§ Exercise objective: The entries below are to be restated exactly, and their images are to be omitted.

§ Material for this task:
══════════════════════════════

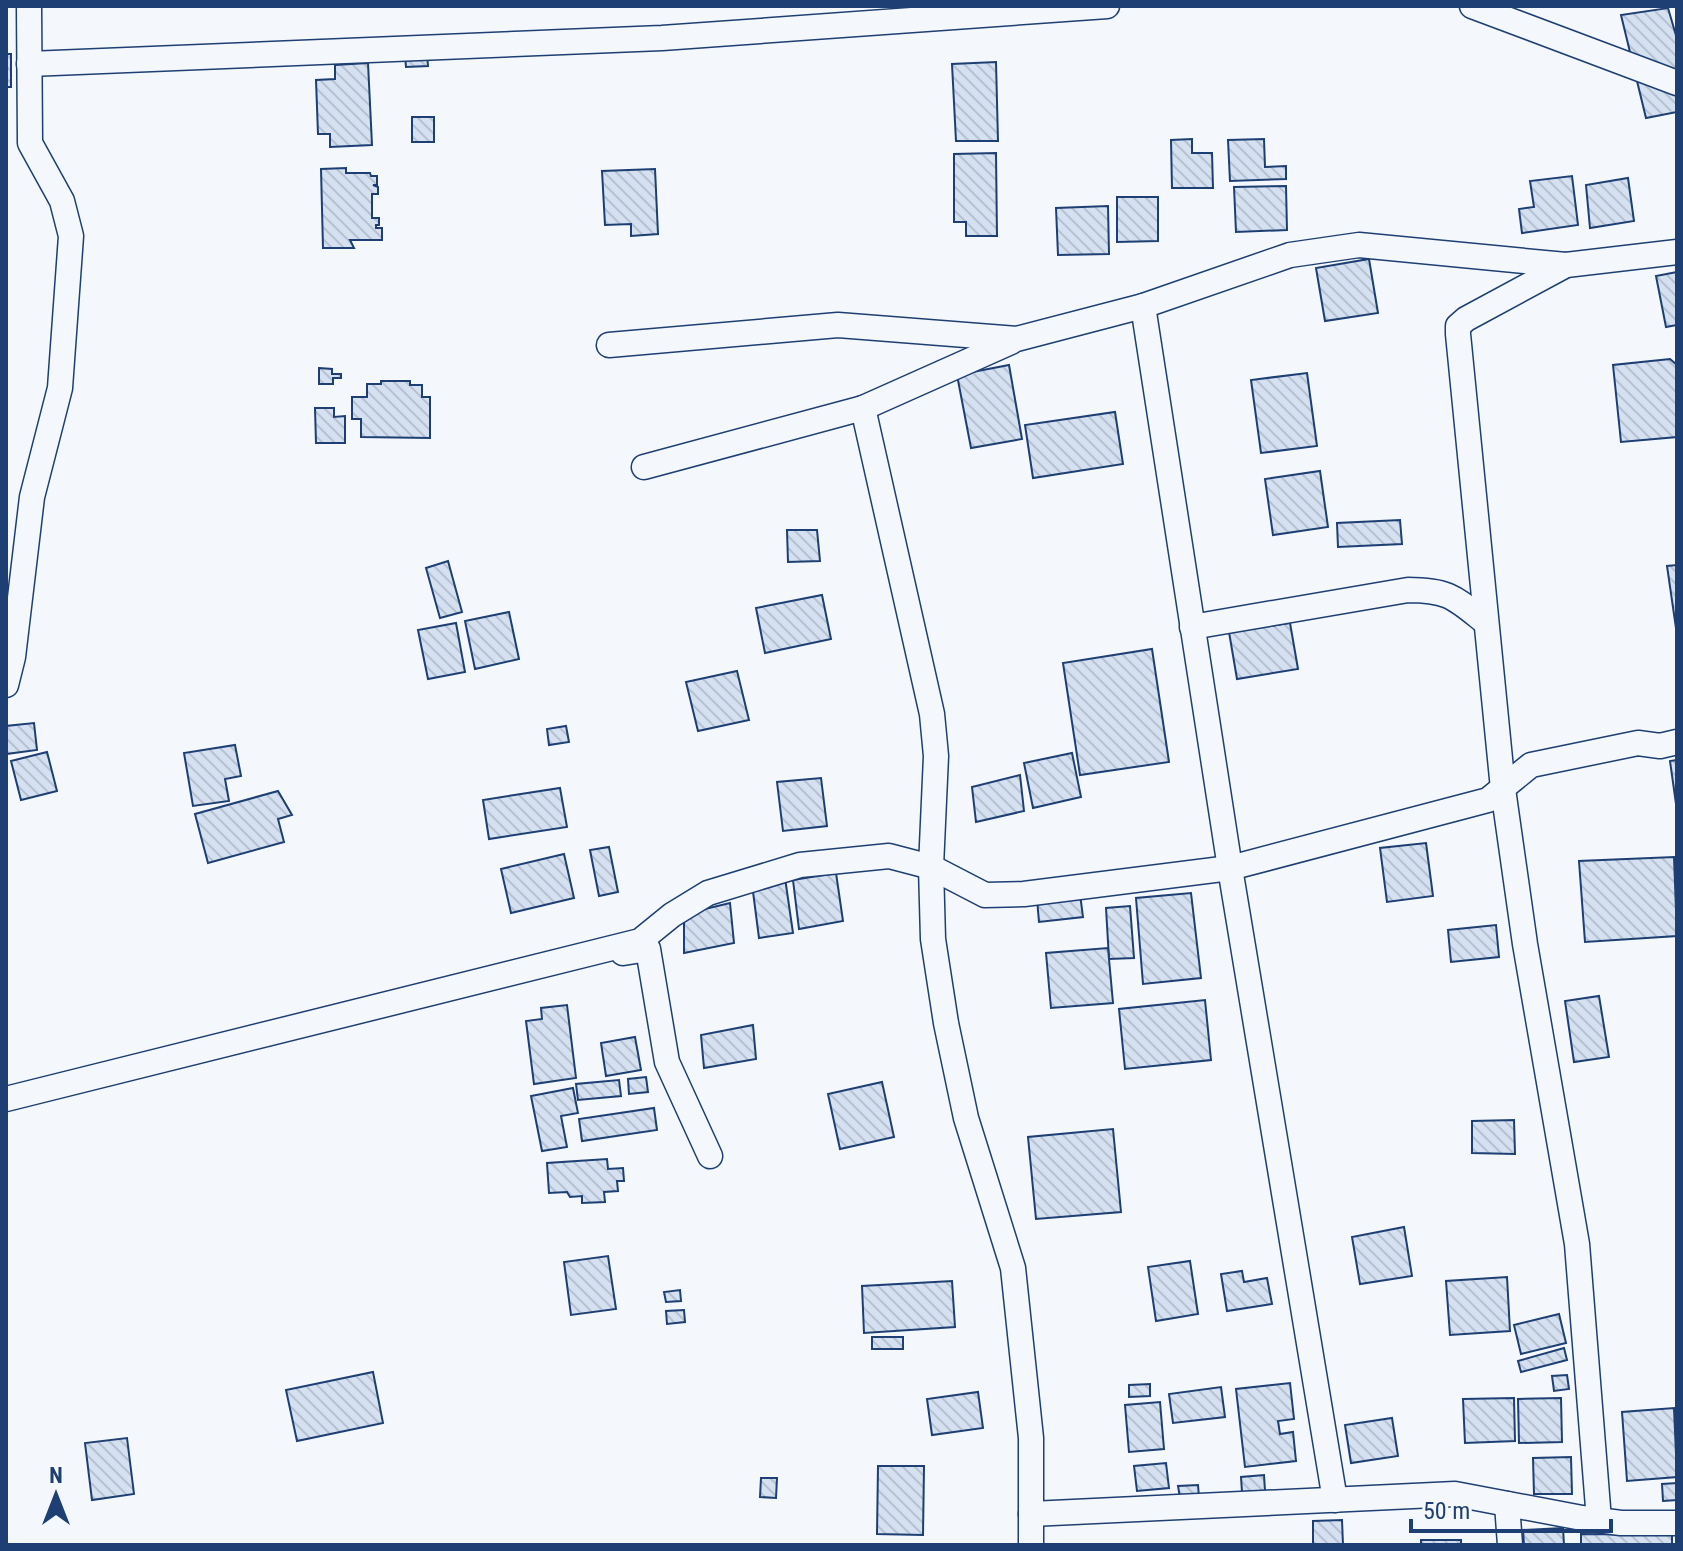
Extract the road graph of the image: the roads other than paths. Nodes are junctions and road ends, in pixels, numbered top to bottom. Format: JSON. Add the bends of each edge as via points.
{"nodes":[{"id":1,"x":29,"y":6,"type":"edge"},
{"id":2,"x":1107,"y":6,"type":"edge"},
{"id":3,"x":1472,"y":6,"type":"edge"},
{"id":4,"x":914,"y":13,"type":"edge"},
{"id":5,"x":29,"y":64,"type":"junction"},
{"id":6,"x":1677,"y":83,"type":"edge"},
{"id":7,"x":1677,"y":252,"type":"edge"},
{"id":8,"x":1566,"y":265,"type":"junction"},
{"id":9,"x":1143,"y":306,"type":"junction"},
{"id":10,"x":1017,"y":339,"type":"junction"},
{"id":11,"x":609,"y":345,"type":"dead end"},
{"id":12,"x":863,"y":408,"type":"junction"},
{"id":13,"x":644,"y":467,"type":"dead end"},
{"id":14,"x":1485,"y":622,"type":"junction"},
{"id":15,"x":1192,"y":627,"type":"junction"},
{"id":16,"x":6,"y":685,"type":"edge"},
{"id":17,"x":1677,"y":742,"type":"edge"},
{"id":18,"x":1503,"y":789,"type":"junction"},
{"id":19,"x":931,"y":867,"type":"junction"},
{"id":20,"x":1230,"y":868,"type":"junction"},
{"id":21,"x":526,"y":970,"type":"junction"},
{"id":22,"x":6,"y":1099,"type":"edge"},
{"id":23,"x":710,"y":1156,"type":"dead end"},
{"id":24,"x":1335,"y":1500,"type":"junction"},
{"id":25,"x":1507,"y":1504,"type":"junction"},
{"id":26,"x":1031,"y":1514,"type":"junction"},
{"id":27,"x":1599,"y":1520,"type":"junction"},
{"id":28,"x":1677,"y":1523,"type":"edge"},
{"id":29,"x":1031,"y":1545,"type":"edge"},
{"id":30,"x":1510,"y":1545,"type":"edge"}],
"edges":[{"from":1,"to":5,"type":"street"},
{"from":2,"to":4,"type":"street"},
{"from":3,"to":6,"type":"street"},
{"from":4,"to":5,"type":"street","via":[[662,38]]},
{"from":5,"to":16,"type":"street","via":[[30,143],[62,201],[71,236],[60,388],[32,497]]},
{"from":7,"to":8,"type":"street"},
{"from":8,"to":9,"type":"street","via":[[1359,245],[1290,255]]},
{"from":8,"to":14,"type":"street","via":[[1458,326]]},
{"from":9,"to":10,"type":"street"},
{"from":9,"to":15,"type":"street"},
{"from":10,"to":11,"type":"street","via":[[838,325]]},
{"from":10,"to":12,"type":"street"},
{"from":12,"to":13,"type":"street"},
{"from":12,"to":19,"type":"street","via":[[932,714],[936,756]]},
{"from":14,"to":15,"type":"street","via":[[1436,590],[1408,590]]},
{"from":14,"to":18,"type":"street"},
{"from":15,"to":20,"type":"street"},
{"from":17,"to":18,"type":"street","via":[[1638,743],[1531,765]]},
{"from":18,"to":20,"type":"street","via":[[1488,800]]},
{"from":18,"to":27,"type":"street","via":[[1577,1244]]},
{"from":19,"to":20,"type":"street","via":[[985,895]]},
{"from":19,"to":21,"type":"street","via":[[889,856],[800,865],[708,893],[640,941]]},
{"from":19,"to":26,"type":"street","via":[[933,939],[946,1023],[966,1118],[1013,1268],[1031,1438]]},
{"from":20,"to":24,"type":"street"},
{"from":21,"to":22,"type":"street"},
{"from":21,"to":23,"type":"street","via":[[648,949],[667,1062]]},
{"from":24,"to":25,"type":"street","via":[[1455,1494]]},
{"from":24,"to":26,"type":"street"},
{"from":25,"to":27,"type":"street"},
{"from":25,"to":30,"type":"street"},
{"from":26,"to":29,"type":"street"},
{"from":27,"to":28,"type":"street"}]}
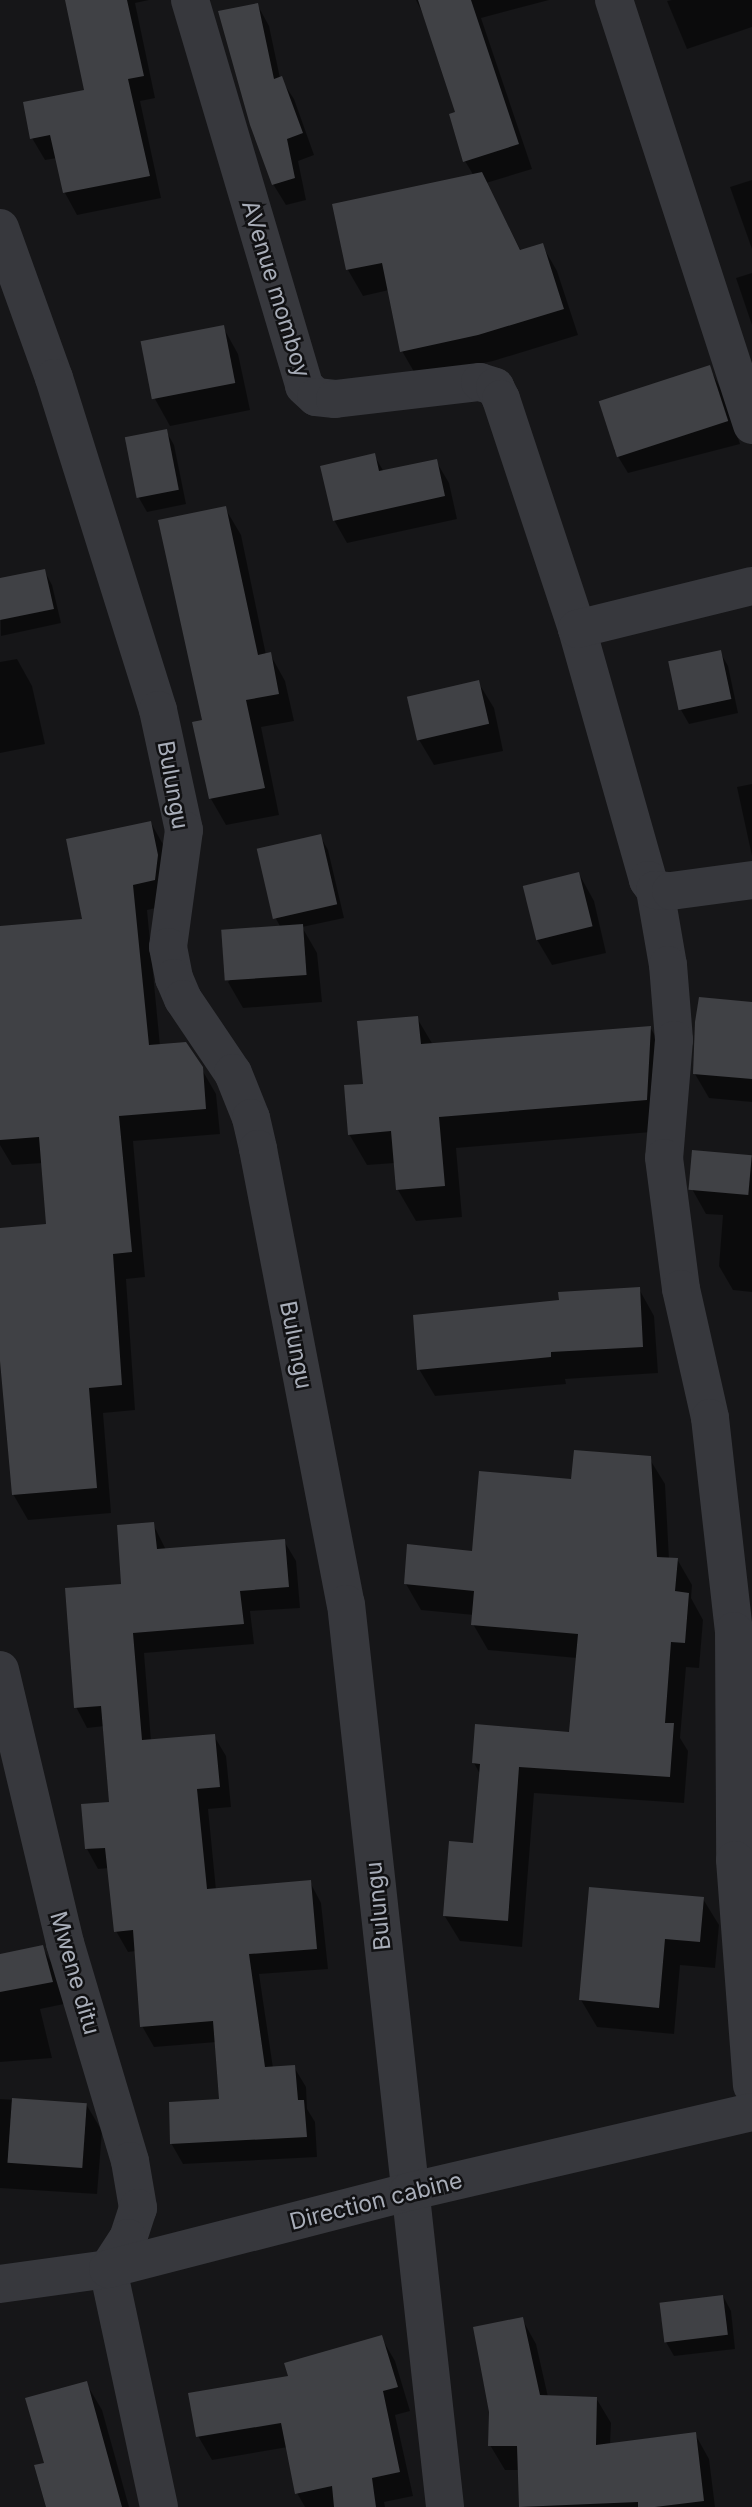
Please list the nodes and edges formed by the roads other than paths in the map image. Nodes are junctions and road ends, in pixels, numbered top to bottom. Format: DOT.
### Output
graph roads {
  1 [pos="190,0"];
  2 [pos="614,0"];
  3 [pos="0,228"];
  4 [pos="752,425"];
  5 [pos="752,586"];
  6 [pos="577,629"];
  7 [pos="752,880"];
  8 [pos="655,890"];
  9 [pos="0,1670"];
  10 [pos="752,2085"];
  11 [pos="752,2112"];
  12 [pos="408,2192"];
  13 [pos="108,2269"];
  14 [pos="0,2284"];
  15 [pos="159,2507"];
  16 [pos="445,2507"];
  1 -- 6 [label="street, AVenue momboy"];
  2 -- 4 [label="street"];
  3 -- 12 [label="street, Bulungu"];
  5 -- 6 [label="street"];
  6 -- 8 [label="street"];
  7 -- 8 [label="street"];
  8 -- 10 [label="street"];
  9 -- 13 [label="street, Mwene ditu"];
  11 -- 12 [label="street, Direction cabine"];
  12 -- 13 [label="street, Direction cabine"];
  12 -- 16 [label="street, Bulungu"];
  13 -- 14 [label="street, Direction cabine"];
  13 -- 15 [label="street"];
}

══════════════════════════════

§ Output for this exercise:
Extract the road graph of the image: the roads other than paths. Nodes are junctions and road ends, in pixels, numbered top to bottom. Format: JSON. Add the bends of each edge as via points.
{"nodes":[{"id":1,"x":29,"y":6,"type":"edge"},
{"id":2,"x":1107,"y":6,"type":"edge"},
{"id":3,"x":1472,"y":6,"type":"edge"},
{"id":4,"x":914,"y":13,"type":"edge"},
{"id":5,"x":29,"y":64,"type":"junction"},
{"id":6,"x":1677,"y":83,"type":"edge"},
{"id":7,"x":1677,"y":252,"type":"edge"},
{"id":8,"x":1566,"y":265,"type":"junction"},
{"id":9,"x":1143,"y":306,"type":"junction"},
{"id":10,"x":1017,"y":339,"type":"junction"},
{"id":11,"x":609,"y":345,"type":"dead end"},
{"id":12,"x":863,"y":408,"type":"junction"},
{"id":13,"x":644,"y":467,"type":"dead end"},
{"id":14,"x":1485,"y":622,"type":"junction"},
{"id":15,"x":1192,"y":627,"type":"junction"},
{"id":16,"x":6,"y":685,"type":"edge"},
{"id":17,"x":1677,"y":742,"type":"edge"},
{"id":18,"x":1503,"y":789,"type":"junction"},
{"id":19,"x":931,"y":867,"type":"junction"},
{"id":20,"x":1230,"y":868,"type":"junction"},
{"id":21,"x":526,"y":970,"type":"junction"},
{"id":22,"x":6,"y":1099,"type":"edge"},
{"id":23,"x":710,"y":1156,"type":"dead end"},
{"id":24,"x":1335,"y":1500,"type":"junction"},
{"id":25,"x":1507,"y":1504,"type":"junction"},
{"id":26,"x":1031,"y":1514,"type":"junction"},
{"id":27,"x":1599,"y":1520,"type":"junction"},
{"id":28,"x":1677,"y":1523,"type":"edge"},
{"id":29,"x":1031,"y":1545,"type":"edge"},
{"id":30,"x":1510,"y":1545,"type":"edge"}],
"edges":[{"from":1,"to":5,"type":"street"},
{"from":2,"to":4,"type":"street"},
{"from":3,"to":6,"type":"street"},
{"from":4,"to":5,"type":"street","via":[[662,38]]},
{"from":5,"to":16,"type":"street","via":[[30,143],[62,201],[71,236],[60,388],[32,497]]},
{"from":7,"to":8,"type":"street"},
{"from":8,"to":9,"type":"street","via":[[1359,245],[1290,255]]},
{"from":8,"to":14,"type":"street","via":[[1458,326]]},
{"from":9,"to":10,"type":"street"},
{"from":9,"to":15,"type":"street"},
{"from":10,"to":11,"type":"street","via":[[838,325]]},
{"from":10,"to":12,"type":"street"},
{"from":12,"to":13,"type":"street"},
{"from":12,"to":19,"type":"street","via":[[932,714],[936,756]]},
{"from":14,"to":15,"type":"street","via":[[1436,590],[1408,590]]},
{"from":14,"to":18,"type":"street"},
{"from":15,"to":20,"type":"street"},
{"from":17,"to":18,"type":"street","via":[[1638,743],[1531,765]]},
{"from":18,"to":20,"type":"street","via":[[1488,800]]},
{"from":18,"to":27,"type":"street","via":[[1577,1244]]},
{"from":19,"to":20,"type":"street","via":[[985,895]]},
{"from":19,"to":21,"type":"street","via":[[889,856],[800,865],[708,893],[640,941]]},
{"from":19,"to":26,"type":"street","via":[[933,939],[946,1023],[966,1118],[1013,1268],[1031,1438]]},
{"from":20,"to":24,"type":"street"},
{"from":21,"to":22,"type":"street"},
{"from":21,"to":23,"type":"street","via":[[648,949],[667,1062]]},
{"from":24,"to":25,"type":"street","via":[[1455,1494]]},
{"from":24,"to":26,"type":"street"},
{"from":25,"to":27,"type":"street"},
{"from":25,"to":30,"type":"street"},
{"from":26,"to":29,"type":"street"},
{"from":27,"to":28,"type":"street"}]}
Please list the nodes and edges formed by the roads other than paths in the map image. Nodes are junctions and road ends, in pixels, numbered top to bottom. Format: DOT.
### Output
graph roads {
  1 [pos="190,0"];
  2 [pos="614,0"];
  3 [pos="0,228"];
  4 [pos="752,425"];
  5 [pos="752,586"];
  6 [pos="577,629"];
  7 [pos="752,880"];
  8 [pos="655,890"];
  9 [pos="0,1670"];
  10 [pos="752,2085"];
  11 [pos="752,2112"];
  12 [pos="408,2192"];
  13 [pos="108,2269"];
  14 [pos="0,2284"];
  15 [pos="159,2507"];
  16 [pos="445,2507"];
  1 -- 6 [label="street, AVenue momboy"];
  2 -- 4 [label="street"];
  3 -- 12 [label="street, Bulungu"];
  5 -- 6 [label="street"];
  6 -- 8 [label="street"];
  7 -- 8 [label="street"];
  8 -- 10 [label="street"];
  9 -- 13 [label="street, Mwene ditu"];
  11 -- 12 [label="street, Direction cabine"];
  12 -- 13 [label="street, Direction cabine"];
  12 -- 16 [label="street, Bulungu"];
  13 -- 14 [label="street, Direction cabine"];
  13 -- 15 [label="street"];
}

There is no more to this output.